- BRIEF -
In the entries that follow, find the line containing "wrist: (380, 654)"; from there, copy every line exactly through the line containing "ring tip: (665, 371)".

- - - -

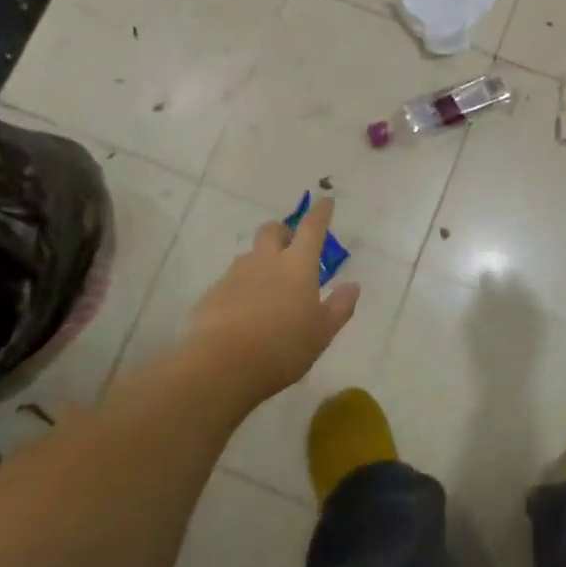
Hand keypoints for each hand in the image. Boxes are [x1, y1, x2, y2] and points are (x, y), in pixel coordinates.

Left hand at [179, 197, 360, 406]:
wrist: (222, 366)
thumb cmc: (283, 347)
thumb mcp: (322, 333)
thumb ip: (339, 307)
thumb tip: (353, 286)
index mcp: (298, 265)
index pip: (312, 228)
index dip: (321, 213)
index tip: (325, 201)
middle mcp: (265, 261)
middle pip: (272, 230)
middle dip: (283, 232)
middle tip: (291, 249)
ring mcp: (235, 275)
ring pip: (250, 256)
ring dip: (260, 263)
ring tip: (267, 290)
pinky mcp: (212, 293)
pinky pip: (230, 282)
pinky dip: (240, 289)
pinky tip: (243, 315)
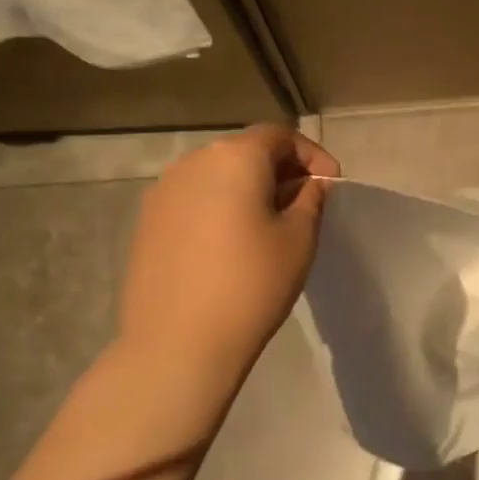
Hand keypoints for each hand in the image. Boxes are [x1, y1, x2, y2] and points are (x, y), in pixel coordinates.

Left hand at [117, 125, 339, 375]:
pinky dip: (221, 207)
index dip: (311, 155)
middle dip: (280, 170)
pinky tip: (232, 244)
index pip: (280, 136)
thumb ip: (310, 199)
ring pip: (218, 175)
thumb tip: (311, 183)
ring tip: (270, 225)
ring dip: (249, 188)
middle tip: (304, 204)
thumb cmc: (252, 284)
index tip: (331, 185)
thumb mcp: (299, 238)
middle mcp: (193, 162)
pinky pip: (195, 199)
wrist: (178, 343)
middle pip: (246, 151)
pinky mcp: (148, 222)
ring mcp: (163, 191)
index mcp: (235, 157)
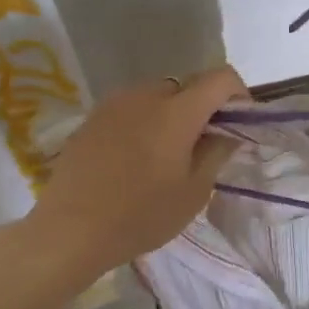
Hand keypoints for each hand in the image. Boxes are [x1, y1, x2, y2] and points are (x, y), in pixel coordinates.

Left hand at [25, 67, 246, 273]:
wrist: (69, 230)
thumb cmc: (140, 215)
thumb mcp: (193, 192)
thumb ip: (216, 152)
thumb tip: (227, 131)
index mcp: (177, 111)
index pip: (220, 78)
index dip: (238, 94)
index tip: (238, 123)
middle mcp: (146, 95)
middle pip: (187, 86)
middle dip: (202, 108)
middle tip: (201, 146)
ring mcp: (114, 103)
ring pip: (157, 96)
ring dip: (171, 115)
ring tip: (165, 154)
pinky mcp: (93, 117)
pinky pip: (131, 109)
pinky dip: (144, 123)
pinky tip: (134, 159)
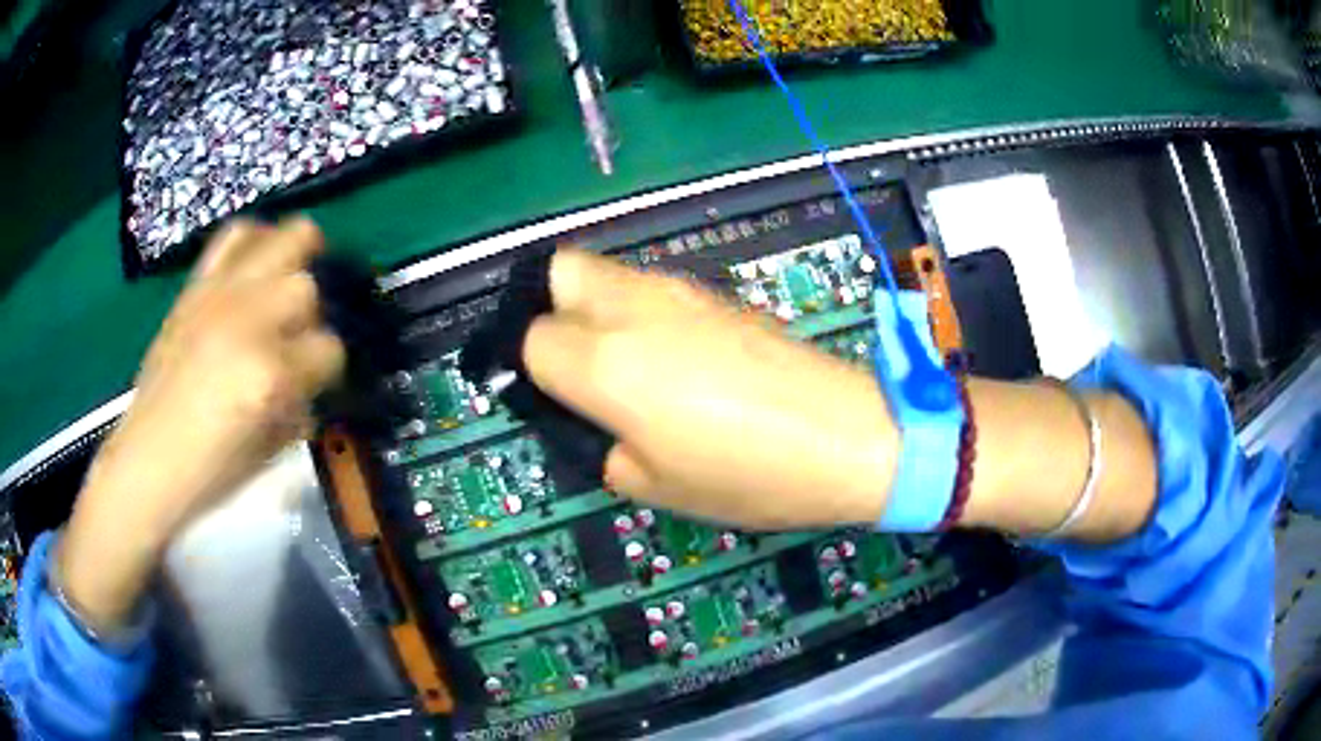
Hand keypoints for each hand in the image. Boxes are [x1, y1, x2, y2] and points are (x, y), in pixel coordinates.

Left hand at [59, 218, 345, 629]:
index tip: (317, 382)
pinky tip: (260, 260)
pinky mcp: (196, 286)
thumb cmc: (209, 471)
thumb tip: (312, 383)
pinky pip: (236, 236)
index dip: (329, 368)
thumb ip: (299, 405)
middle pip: (307, 289)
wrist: (147, 459)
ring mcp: (220, 295)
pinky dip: (255, 239)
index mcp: (269, 375)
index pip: (330, 348)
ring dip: (296, 262)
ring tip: (292, 281)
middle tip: (297, 338)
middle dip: (311, 317)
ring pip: (284, 243)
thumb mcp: (269, 451)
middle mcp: (248, 322)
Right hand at [523, 250, 898, 528]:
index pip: (532, 338)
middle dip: (553, 308)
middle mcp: (634, 309)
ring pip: (609, 273)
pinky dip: (642, 312)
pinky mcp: (719, 294)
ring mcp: (681, 293)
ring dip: (598, 307)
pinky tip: (677, 360)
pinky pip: (655, 289)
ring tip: (628, 365)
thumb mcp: (653, 485)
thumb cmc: (747, 475)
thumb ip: (602, 442)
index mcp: (606, 362)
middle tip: (578, 362)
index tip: (554, 397)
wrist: (847, 436)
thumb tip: (595, 417)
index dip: (534, 370)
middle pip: (561, 270)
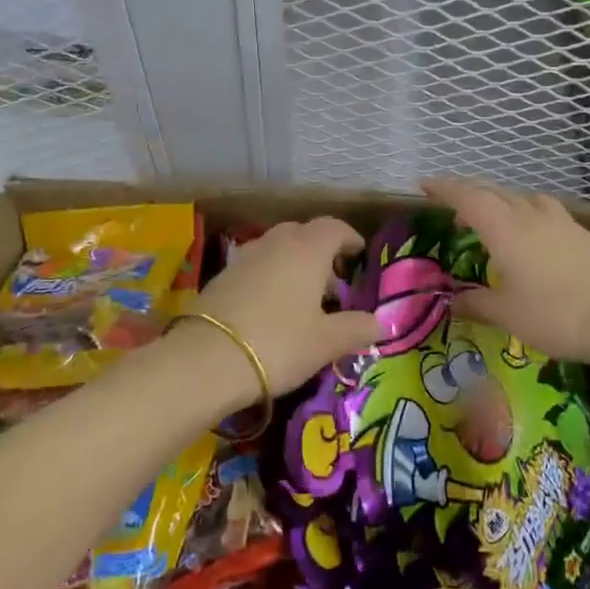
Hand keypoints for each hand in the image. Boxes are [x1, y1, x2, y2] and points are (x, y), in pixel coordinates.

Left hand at [194, 218, 380, 395]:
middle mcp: (276, 243)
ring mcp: (245, 257)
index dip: (349, 238)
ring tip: (303, 296)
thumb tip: (382, 323)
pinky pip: (256, 265)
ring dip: (294, 263)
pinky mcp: (222, 276)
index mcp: (307, 249)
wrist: (207, 360)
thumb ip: (357, 328)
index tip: (359, 255)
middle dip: (321, 251)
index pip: (334, 228)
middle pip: (303, 233)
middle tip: (333, 280)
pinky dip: (270, 276)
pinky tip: (271, 306)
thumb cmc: (279, 344)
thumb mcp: (326, 342)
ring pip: (277, 248)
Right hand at [421, 179, 589, 368]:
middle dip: (469, 195)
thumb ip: (476, 303)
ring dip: (502, 202)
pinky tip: (533, 235)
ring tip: (495, 219)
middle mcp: (530, 215)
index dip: (444, 189)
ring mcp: (561, 221)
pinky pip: (545, 211)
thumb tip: (452, 301)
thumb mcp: (507, 314)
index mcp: (504, 229)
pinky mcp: (583, 233)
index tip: (425, 185)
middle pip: (494, 193)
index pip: (467, 198)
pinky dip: (528, 213)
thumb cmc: (554, 315)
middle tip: (453, 208)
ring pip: (523, 198)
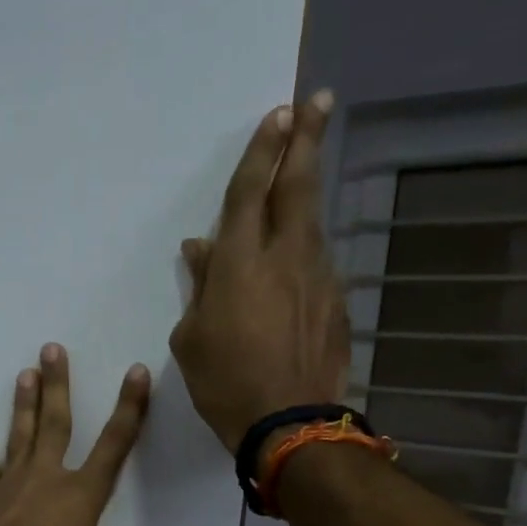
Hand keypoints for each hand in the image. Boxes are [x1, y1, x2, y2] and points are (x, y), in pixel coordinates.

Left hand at [0, 344, 150, 525]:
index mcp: (81, 495)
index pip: (114, 445)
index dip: (129, 408)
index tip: (135, 372)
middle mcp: (46, 477)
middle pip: (56, 422)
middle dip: (58, 384)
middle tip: (52, 348)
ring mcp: (10, 483)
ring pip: (20, 435)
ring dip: (25, 405)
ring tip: (25, 374)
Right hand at [169, 92, 351, 452]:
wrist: (288, 422)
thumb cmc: (224, 382)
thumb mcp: (191, 338)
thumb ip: (199, 286)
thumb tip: (201, 248)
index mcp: (240, 262)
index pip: (252, 191)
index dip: (263, 150)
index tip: (279, 113)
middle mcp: (285, 256)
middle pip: (298, 186)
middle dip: (306, 140)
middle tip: (318, 103)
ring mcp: (317, 276)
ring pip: (312, 221)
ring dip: (308, 191)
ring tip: (304, 171)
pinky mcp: (335, 301)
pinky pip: (316, 262)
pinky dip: (305, 248)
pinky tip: (296, 258)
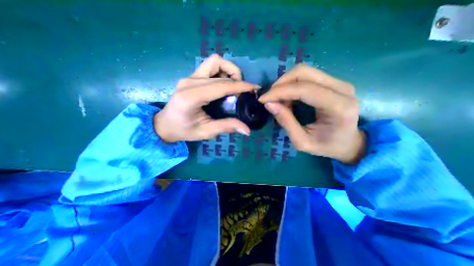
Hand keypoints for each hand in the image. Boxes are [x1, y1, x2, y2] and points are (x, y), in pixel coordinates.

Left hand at [153, 53, 258, 143]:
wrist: (165, 124)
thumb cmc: (184, 130)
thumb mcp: (206, 132)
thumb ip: (226, 127)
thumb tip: (247, 130)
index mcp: (191, 97)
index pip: (221, 85)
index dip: (241, 85)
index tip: (254, 88)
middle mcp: (190, 82)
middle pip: (219, 68)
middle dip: (237, 78)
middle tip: (243, 93)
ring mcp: (189, 77)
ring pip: (215, 61)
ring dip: (229, 70)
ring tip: (234, 86)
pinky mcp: (191, 76)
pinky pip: (210, 66)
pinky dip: (222, 71)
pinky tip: (224, 85)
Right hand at [259, 64, 365, 163]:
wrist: (349, 143)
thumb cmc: (326, 146)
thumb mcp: (302, 142)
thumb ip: (286, 122)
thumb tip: (269, 104)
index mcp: (338, 107)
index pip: (304, 89)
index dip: (280, 91)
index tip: (263, 100)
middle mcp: (342, 88)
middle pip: (304, 72)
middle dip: (281, 83)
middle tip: (270, 98)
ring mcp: (339, 82)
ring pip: (304, 71)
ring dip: (285, 83)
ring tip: (278, 100)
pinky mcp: (333, 82)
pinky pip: (307, 76)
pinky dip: (292, 84)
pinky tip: (288, 98)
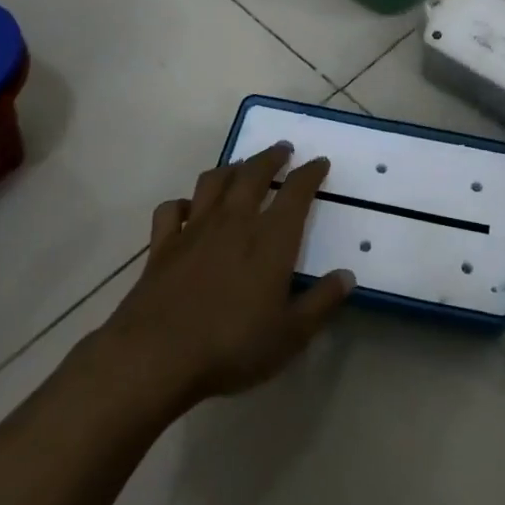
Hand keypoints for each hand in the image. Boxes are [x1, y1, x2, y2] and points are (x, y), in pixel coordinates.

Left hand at [100, 144, 354, 413]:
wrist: (157, 355)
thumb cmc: (232, 345)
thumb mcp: (291, 334)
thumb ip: (322, 302)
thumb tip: (347, 275)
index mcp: (271, 238)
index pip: (296, 192)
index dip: (310, 173)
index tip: (319, 162)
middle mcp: (234, 221)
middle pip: (253, 174)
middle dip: (271, 157)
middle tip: (282, 149)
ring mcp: (194, 229)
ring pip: (213, 182)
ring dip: (230, 168)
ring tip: (241, 167)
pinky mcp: (162, 245)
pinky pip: (172, 209)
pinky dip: (183, 202)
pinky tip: (188, 208)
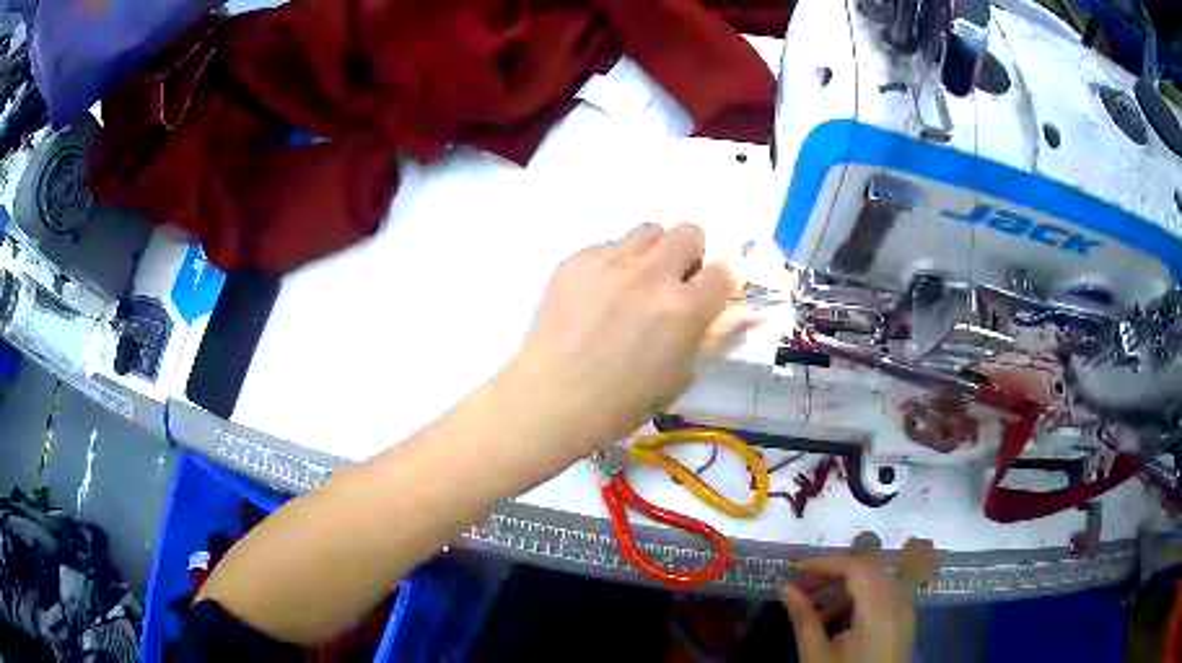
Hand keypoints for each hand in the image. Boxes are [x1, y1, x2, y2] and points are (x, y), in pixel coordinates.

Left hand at [502, 223, 749, 462]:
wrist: (548, 401)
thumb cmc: (619, 404)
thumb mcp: (678, 378)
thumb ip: (715, 338)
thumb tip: (745, 313)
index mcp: (684, 309)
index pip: (725, 270)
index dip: (721, 284)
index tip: (709, 298)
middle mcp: (651, 274)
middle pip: (689, 232)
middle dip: (689, 256)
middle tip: (673, 286)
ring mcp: (609, 262)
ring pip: (648, 231)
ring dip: (652, 253)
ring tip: (634, 286)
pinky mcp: (575, 260)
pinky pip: (608, 245)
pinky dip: (614, 264)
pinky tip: (597, 298)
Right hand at [780, 556, 915, 662]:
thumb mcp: (816, 656)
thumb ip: (804, 620)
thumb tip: (786, 588)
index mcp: (879, 610)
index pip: (858, 568)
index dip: (827, 562)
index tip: (795, 567)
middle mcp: (898, 603)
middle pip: (870, 569)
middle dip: (835, 571)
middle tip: (802, 581)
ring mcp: (905, 612)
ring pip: (877, 581)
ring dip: (847, 584)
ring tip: (814, 602)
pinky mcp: (904, 623)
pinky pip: (884, 595)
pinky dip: (860, 596)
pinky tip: (838, 616)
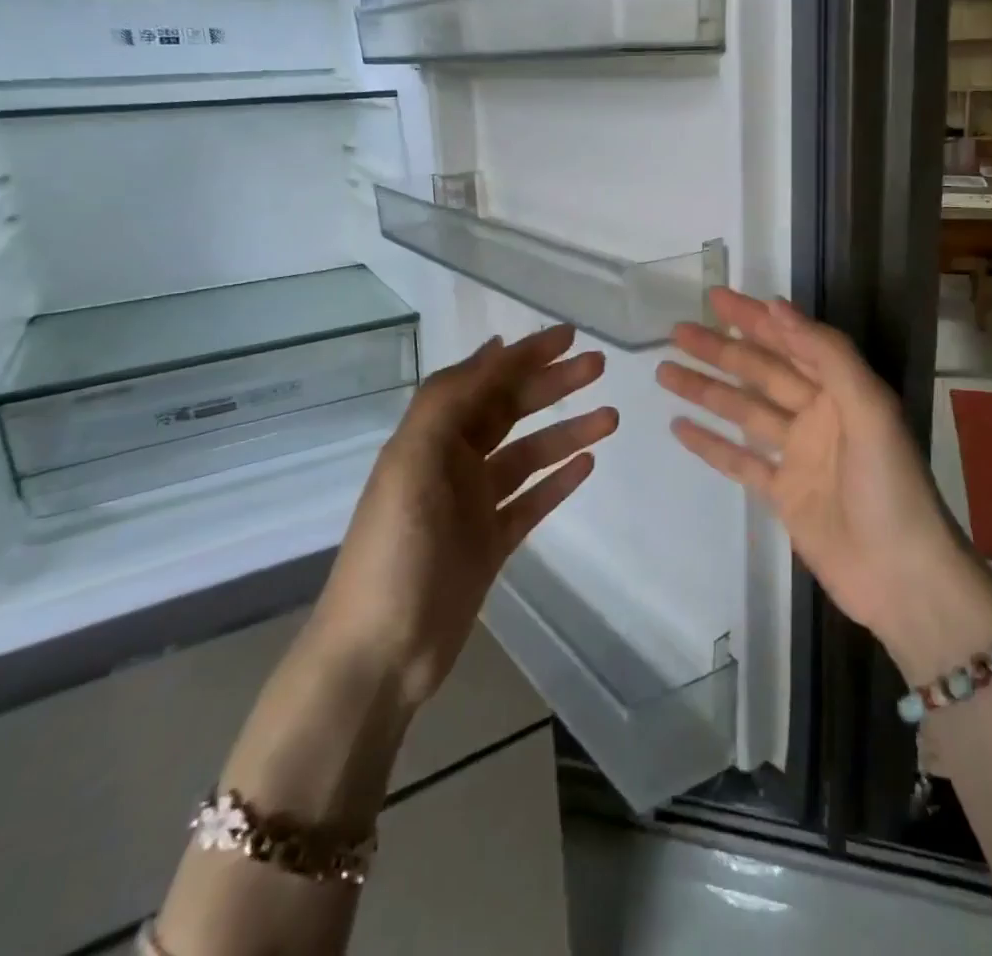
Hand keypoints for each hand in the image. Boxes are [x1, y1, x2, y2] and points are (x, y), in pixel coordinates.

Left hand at [315, 324, 618, 709]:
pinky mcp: (491, 543)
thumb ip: (450, 402)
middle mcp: (452, 463)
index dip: (524, 355)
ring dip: (566, 432)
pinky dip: (558, 481)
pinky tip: (587, 464)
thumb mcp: (413, 462)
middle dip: (552, 385)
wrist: (380, 654)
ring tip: (610, 417)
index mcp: (430, 438)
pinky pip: (532, 500)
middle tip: (598, 367)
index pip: (484, 381)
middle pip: (510, 411)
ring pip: (529, 455)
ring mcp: (474, 505)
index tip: (567, 336)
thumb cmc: (395, 550)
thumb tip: (495, 349)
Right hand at [656, 289, 991, 658]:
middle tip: (677, 331)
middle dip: (720, 350)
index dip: (755, 318)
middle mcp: (819, 414)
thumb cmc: (889, 487)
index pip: (792, 341)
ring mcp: (799, 456)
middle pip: (761, 372)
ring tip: (665, 371)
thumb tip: (777, 307)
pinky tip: (680, 427)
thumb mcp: (868, 410)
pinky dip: (711, 444)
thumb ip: (826, 355)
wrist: (901, 578)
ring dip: (707, 390)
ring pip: (744, 412)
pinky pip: (740, 461)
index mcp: (843, 390)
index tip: (717, 298)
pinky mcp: (784, 494)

- - - -

- EXERCISE RESULT -
wrist: (380, 654)
ring tip: (610, 417)
index mcp: (430, 438)
pinky pip: (532, 500)
middle tip: (598, 367)
index pip: (484, 381)
middle pip: (510, 411)
ring pip: (529, 455)
ring mcp: (474, 505)
index tip: (567, 336)
thumb cmc: (395, 550)
thumb tip: (495, 349)
Right hand at [656, 289, 991, 658]:
middle tip: (677, 331)
middle dip: (720, 350)
index dip: (755, 318)
middle mcp: (819, 414)
thumb cmc: (889, 487)
index pip: (792, 341)
ring mcp: (799, 456)
middle pip: (761, 372)
ring tip: (665, 371)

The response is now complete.